Select Readings on Teaching and Learning in the Digital Age
Here are three curated articles about education, technology, and evolutions in teaching.
Once a fearsome murderer invaded a Zen master’s home – seanmichaelmorris.com – Sean Michael Morris (9 minute read)
Fair warning, this is a politically charged post that takes direct aim at our newly inaugurated president, cleverly comparing him to the fictional character Veruca Salt. Yet it is all the foundation for a penetrating examination of agency and its relationship with power. One of Morris’ best lines, “agency doesn’t so much exert itself upon others as it does float within the intersection of freedom and authority.” It also becomes a damning indictment of the current state of our educational system. Regardless of your political leanings, this is worth reading if for only a deeper look at this sentiment, “[Agency] does not give us power over another, but it gives us mastery over ourselves. And an education that does not encourage or facilitate this agency is not an education.” As a professor he is talking about higher education but he might as well be addressing any level of education.
Why paper is the real ‘killer app’ – BBC Capital – Alison Birrane (9 minute read)
Mississippi Attorney General Sues Google Over Student-Data Privacy – Education Week’s Digital Education blog – Benjamin Herold (3 minute read)

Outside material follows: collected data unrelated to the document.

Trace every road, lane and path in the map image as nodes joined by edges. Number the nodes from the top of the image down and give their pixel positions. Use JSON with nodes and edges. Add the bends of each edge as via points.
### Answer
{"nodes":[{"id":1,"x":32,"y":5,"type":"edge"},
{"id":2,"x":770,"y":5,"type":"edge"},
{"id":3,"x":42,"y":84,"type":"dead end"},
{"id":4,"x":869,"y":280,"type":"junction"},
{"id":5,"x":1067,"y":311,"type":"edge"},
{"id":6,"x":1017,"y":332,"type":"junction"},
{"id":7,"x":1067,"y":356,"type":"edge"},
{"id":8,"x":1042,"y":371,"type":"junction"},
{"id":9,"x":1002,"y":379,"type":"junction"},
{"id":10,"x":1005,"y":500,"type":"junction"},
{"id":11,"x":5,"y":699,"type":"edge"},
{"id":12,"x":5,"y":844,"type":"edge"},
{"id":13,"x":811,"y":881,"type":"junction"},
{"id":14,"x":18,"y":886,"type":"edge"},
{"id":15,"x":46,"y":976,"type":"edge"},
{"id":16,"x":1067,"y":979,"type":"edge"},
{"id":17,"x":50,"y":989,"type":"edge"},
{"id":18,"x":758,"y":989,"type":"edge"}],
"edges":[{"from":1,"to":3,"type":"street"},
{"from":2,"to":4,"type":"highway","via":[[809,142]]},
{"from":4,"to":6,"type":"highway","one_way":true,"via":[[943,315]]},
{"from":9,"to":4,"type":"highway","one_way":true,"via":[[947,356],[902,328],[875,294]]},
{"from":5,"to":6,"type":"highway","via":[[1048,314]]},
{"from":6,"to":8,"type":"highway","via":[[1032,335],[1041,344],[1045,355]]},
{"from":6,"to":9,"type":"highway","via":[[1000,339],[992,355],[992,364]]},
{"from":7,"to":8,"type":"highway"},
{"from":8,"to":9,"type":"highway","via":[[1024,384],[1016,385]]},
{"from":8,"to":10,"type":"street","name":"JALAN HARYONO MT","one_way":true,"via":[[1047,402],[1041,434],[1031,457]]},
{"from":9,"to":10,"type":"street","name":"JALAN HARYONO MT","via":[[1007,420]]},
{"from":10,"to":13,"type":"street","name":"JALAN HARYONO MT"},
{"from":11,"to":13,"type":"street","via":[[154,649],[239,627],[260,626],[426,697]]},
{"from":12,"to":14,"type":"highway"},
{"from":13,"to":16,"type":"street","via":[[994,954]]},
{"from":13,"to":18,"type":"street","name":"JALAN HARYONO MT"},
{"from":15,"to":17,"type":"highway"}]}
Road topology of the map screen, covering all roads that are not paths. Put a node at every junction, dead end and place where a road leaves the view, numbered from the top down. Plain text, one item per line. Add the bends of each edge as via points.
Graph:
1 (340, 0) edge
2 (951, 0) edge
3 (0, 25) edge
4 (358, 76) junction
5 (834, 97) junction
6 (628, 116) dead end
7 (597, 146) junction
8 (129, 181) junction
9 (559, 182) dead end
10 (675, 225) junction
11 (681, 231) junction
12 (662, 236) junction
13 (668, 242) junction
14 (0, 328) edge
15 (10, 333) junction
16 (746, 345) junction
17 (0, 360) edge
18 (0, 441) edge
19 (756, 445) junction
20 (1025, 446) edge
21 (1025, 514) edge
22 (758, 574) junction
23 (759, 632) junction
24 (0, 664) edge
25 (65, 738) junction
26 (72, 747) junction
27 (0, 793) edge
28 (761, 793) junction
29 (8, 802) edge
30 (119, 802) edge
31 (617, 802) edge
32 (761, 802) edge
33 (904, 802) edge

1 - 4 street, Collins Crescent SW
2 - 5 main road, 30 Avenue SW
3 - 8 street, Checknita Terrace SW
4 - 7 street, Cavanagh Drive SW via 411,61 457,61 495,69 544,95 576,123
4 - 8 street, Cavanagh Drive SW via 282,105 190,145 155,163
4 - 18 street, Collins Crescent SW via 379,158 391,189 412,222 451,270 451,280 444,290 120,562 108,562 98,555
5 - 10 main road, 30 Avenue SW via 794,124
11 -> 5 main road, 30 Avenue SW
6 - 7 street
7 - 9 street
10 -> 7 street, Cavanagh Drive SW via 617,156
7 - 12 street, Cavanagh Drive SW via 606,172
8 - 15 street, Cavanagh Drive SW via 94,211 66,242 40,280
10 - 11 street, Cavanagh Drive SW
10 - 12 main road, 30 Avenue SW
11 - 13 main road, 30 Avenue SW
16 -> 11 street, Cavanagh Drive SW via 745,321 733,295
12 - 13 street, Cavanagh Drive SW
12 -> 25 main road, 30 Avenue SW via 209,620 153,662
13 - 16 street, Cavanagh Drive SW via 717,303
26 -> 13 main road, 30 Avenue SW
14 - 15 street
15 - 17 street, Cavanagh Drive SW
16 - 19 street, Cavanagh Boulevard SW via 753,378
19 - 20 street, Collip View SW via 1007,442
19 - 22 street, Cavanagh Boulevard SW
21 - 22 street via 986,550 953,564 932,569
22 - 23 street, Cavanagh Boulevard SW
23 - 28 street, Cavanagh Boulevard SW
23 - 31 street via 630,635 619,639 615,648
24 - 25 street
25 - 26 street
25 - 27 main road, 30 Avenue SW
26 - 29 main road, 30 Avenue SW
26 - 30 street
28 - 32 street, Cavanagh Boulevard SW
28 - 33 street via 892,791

This legal development is likely the beginning in a wave of litigation that could gather strength regarding student data. There are already multiple efforts arising dedicated to a deeper, clearer understanding of what kind of data is being collected about students and why. The Consortium of School Networking (CoSN) a leading education technology organization has made student data privacy a major agenda item and locally Cambridge Public Schools has is one of a handful of school systems that has begun demanding more from vendors. Mississippi’s attorney general is brave to be taking on a company with the size and power of Google. It may take others to join, however, to gain any real traction, especially in an era where the administration is already suggesting a that 75% of regulations on business can be cut.